SEM SARCASMO >> Carla Dias >>


Eu não conheço o Sr. Geraldo. Ele é apenas um nome em uma matéria de telejornal que destaca a negligência e uma boa dose de sarcasmo, em momentos em que ninguém deveria ter de lidar com ele.

Ok, não é “apenas”. Afinal, Sr. Geraldo é uma pessoa, certo?

Certo.

Nas minhas férias, tenho o péssimo hábito de deixar a televisão ligada em canais de jornalismo, enquanto cuido da vida e até escrevo meus textos. Durante todo o ano, eu lido com as notícias de grande destaque, que tem a ver com todos nós. Perdem-se, então, da minha percepção, essas pequenas histórias. Pequenas não por serem desimportantes, mas por não ganharem espaço para o grito necessário.

Durante as férias, foram várias as histórias sobre atendimento, não apenas no setor da saúde, mas na geral mesmo. Claro que as notícias chegavam com o sensacionalismo escancarado. Em alguns casos, sinceramente eu o achei deveras necessário.

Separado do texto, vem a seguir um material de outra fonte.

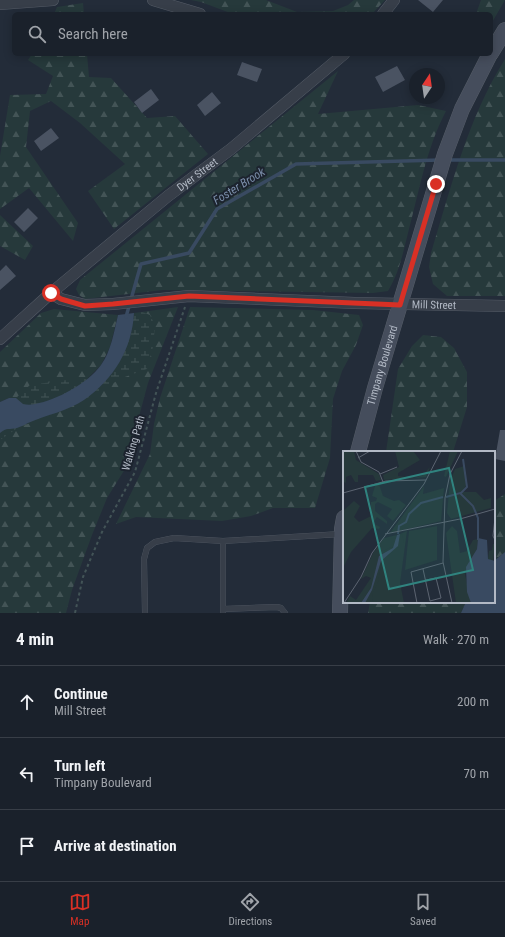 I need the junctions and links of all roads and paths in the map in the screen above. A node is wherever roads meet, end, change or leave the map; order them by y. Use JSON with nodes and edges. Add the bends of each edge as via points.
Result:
{"nodes":[{"id":1,"x":53,"y":0,"type":"edge"},
{"id":2,"x":153,"y":0,"type":"edge"},
{"id":3,"x":394,"y":0,"type":"edge"},
{"id":4,"x":0,"y":4,"type":"edge"},
{"id":5,"x":193,"y":12,"type":"edge"},
{"id":6,"x":385,"y":12,"type":"edge"},
{"id":7,"x":505,"y":30,"type":"edge"},
{"id":8,"x":493,"y":50,"type":"edge"},
{"id":9,"x":342,"y":56,"type":"edge"},
{"id":10,"x":489,"y":56,"type":"edge"},
{"id":11,"x":51,"y":293,"type":"junction"},
{"id":12,"x":189,"y":296,"type":"junction"},
{"id":13,"x":400,"y":305,"type":"junction"},
{"id":14,"x":505,"y":306,"type":"edge"},
{"id":15,"x":0,"y":340,"type":"edge"},
{"id":16,"x":358,"y":451,"type":"edge"},
{"id":17,"x":343,"y":526,"type":"edge"},
{"id":18,"x":342,"y":534,"type":"junction"},
{"id":19,"x":223,"y":541,"type":"junction"},
{"id":20,"x":223,"y":611,"type":"edge"},
{"id":21,"x":75,"y":613,"type":"edge"},
{"id":22,"x":145,"y":613,"type":"edge"},
{"id":23,"x":285,"y":613,"type":"edge"},
{"id":24,"x":340,"y":613,"type":"edge"}],
"edges":[{"from":1,"to":4,"type":"street"},
{"from":2,"to":5,"type":"street"},
{"from":3,"to":6,"type":"street"},
{"from":7,"to":8,"type":"main road","name":"Timpany Boulevard"},
{"from":9,"to":11,"type":"street","name":"Dyer Street","via":[[231,149],[168,196]]},
{"from":10,"to":13,"type":"main road","name":"Timpany Boulevard","via":[[462,109],[442,161]]},
{"from":11,"to":12,"type":"street","name":"Mill Street","via":[[61,299],[85,306]]},
{"from":11,"to":15,"type":"street"},
{"from":12,"to":13,"type":"street","name":"Mill Street"},
{"from":12,"to":21,"type":"path","name":"Walking Path","via":[[156,393],[135,472],[99,539],[83,577]]},
{"from":13,"to":14,"type":"street","name":"Mill Street"},
{"from":13,"to":16,"type":"main road","name":"Timpany Boulevard"},
{"from":17,"to":18,"type":"main road"},
{"from":18,"to":19,"type":"lane"},
{"from":18,"to":24,"type":"main road"},
{"from":19,"to":20,"type":"lane"},
{"from":19,"to":22,"type":"lane","via":[[174,538],[151,545],[144,559]]},
{"from":20,"to":23,"type":"lane","via":[[277,607]]}]} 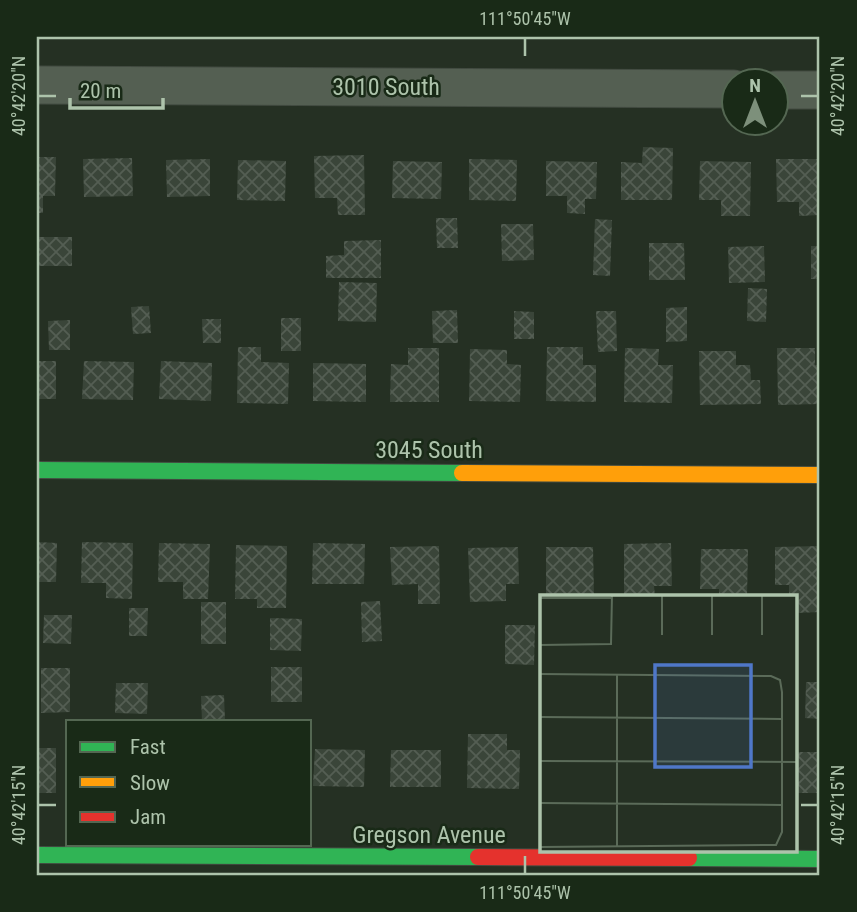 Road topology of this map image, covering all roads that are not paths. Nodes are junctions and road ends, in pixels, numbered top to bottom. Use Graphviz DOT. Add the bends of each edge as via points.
graph roads {
  1 [pos="37,85"];
  2 [pos="720,89"];
  3 [pos="790,90"];
  4 [pos="820,90"];
  5 [pos="37,470"];
  6 [pos="820,475"];
  7 [pos="37,855"];
  8 [pos="820,859"];
  1 -- 2 [label="street, 3010 South"];
  3 -- 4 [label="street"];
  5 -- 6 [label="street, 3045 South"];
  7 -- 8 [label="street, Gregson Avenue"];
} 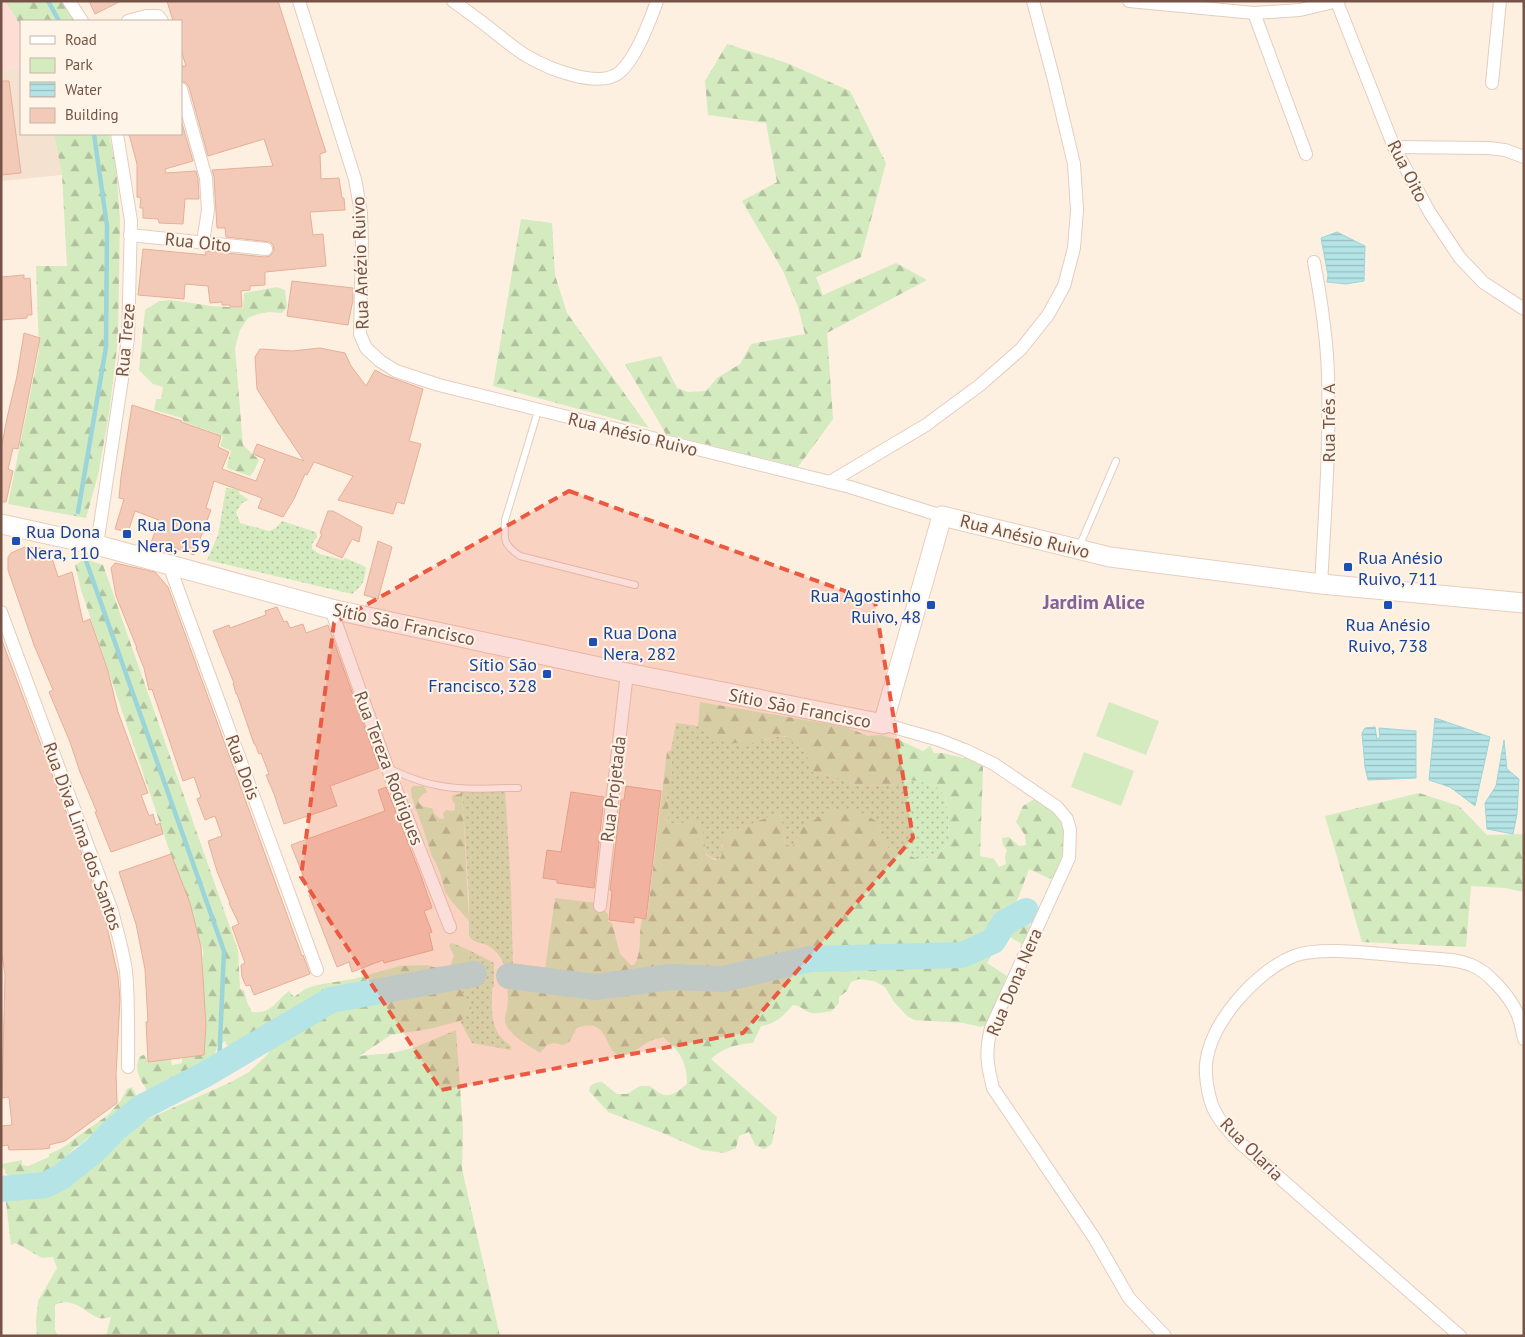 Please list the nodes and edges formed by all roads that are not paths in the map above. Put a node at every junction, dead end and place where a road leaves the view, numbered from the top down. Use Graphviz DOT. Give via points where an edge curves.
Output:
graph roads {
  1 [pos="69,1"];
  2 [pos="299,1"];
  3 [pos="454,1"];
  4 [pos="657,1"];
  5 [pos="1033,1"];
  6 [pos="1129,1"];
  7 [pos="1500,1"];
  8 [pos="1337,2"];
  9 [pos="1254,13"];
  10 [pos="81,20"];
  11 [pos="132,20"];
  12 [pos="161,20"];
  13 [pos="1492,83"];
  14 [pos="182,93"];
  15 [pos="117,135"];
  16 [pos="1394,147"];
  17 [pos="1306,154"];
  18 [pos="1524,158"];
  19 [pos="130,235"];
  20 [pos="203,242"];
  21 [pos="266,249"];
  22 [pos="1314,262"];
  23 [pos="1524,309"];
  24 [pos="538,410"];
  25 [pos="1116,461"];
  26 [pos="830,482"];
  27 [pos="942,516"];
  28 [pos="1,524"];
  29 [pos="97,545"];
  30 [pos="1078,549"];
  31 [pos="169,565"];
  32 [pos="1321,584"];
  33 [pos="635,585"];
  34 [pos="1524,603"];
  35 [pos="331,609"];
  36 [pos="1,612"];
  37 [pos="627,673"];
  38 [pos="883,724"];
  39 [pos="387,767"];
  40 [pos="518,788"];
  41 [pos="600,906"];
  42 [pos="450,927"];
  43 [pos="318,970"];
  44 [pos="1524,1039"];
  45 [pos="128,1067"];
  46 [pos="1165,1336"];
  47 [pos="1460,1336"];
  1 -- 10 [label="street"];
  2 -- 24 [label="street, Rua Anézio Ruivo" via="355,179 361,213 360,334 366,348 396,371"];
  3 -- 4 [label="street" via="527,56 578,77 594,80 619,73 629,61"];
  5 -- 26 [label="street" via="1074,164 1077,210 1074,248 1064,286 1048,315 1021,349 980,385 926,425"];
  6 -- 9 [label="street"];
  7 -- 13 [label="street"];
  8 -- 9 [label="street" via="1300,10"];
  8 -- 16 [label="street, Rua Oito"];
  9 -- 17 [label="street"];
  11 -- 12 [label="street" via="146,16 158,16"];
  14 -- 20 [label="street" via="206,178 208,210"];
  15 -- 19 [label="street, Rua Treze" via="131,221"];
  16 -- 18 [label="street" via="1488,148 1506,150"];
  16 -- 23 [label="street, Rua Oito" via="1430,213 1460,258 1484,282"];
  19 -- 20 [label="street, Rua Oito"];
  19 -- 29 [label="street, Rua Treze" via="128,339"];
  20 -- 21 [label="street, Rua Oito"];
  22 -- 32 [label="street, Rua Três A" via="1326,336 1328,374 1328,473"];
  24 -- 26 [label="street, Rua Anésio Ruivo"];
  24 -- 33 [label="lane" via="505,520 504,538 508,547 520,556"];
  25 -- 30 [label="lane"];
  26 -- 27 [label="street, Rua Anésio Ruivo"];
  27 -- 30 [label="street, Rua Anésio Ruivo"];
  27 -- 38 [label="street"];
  28 -- 29 [label="street"];
  29 -- 31 [label="street, Sítio São Francisco"];
  30 -- 32 [label="street, Rua Anésio Ruivo" via="1110,557"];
  31 -- 35 [label="street, Sítio São Francisco"];
  31 -- 43 [label="street, Rua Dois"];
  32 -- 34 [label="street, Rua Anésio Ruivo"];
  35 -- 37 [label="street, Sítio São Francisco"];
  35 -- 39 [label="street, Rua Tereza Rodrigues"];
  36 -- 45 [label="street, Rua Diva Lima dos Santos" via="121,945 128,998"];
  37 -- 38 [label="street, Sítio São Francisco"];
  37 -- 41 [label="street, Rua Projetada"];
  38 -- 46 [label="street, Rua Dona Nera" via="939,740 994,764 1057,807 1067,819 1069,858 991,1028 987,1063 993,1088 1095,1239 1129,1298"];
  39 -- 40 [label="lane" via="436,786"];
  39 -- 42 [label="street, Rua Tereza Rodrigues"];
  44 -- 47 [label="street, Rua Olaria" via="1510,999 1486,974 1471,965 1451,960 1322,951 1295,956 1269,969 1243,992 1211,1043 1206,1065 1212,1106 1239,1142"];
} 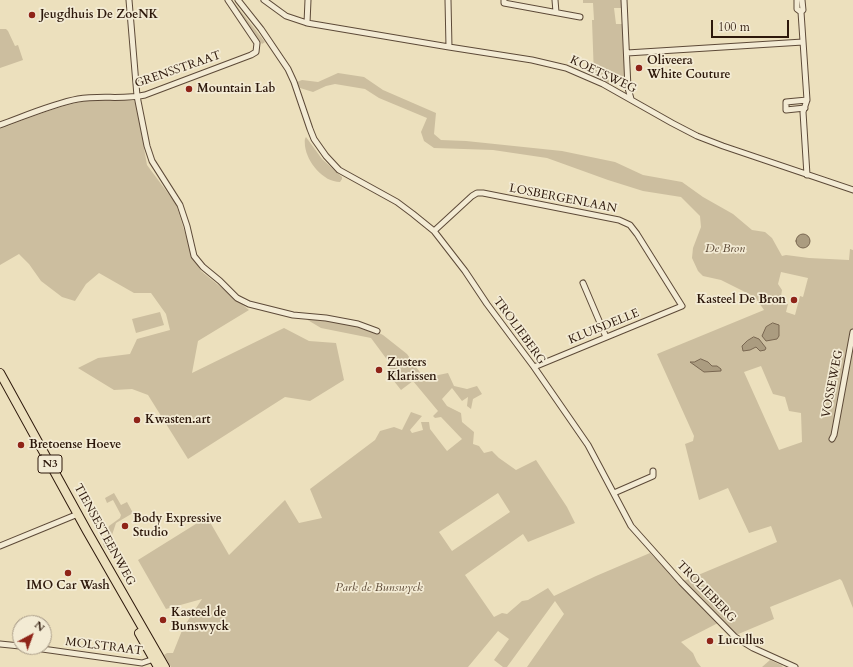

Temos a tendência de nos distanciarmos dos problemas que não são nossos. Às vezes, nem é por descaso, mas porque é mesmo difícil a impotência que vem com o conhecimento sobre eles. Por exemplo, eu não poderia fazer o que fosse pelo Sr. Geraldo. Eu gostaria, mas como? Um senhor que morreu, porque o SAMU decidiu, em uma ligação, que o caso dele não merecia a urgência que o atendimento exigia. Depois, foram feitas outras ligações, porque o vizinho insistiu, considerando que o motorista da ambulância do pronto-socorro da região estava em horário de almoço, era preciso esperar.

Como esperar quando não há tempo para a espera?

A impotência é uma sacana mesmo.

Com as ligações seguintes, veio o sarcasmo. Adoro um bom sarcasmo, para um escritor, ele pode ser de uma riqueza imensurável. Porém, ninguém que está diante de alguém sofrendo merece ter de lidar com ele, quando o foco é socorrer essa pessoa.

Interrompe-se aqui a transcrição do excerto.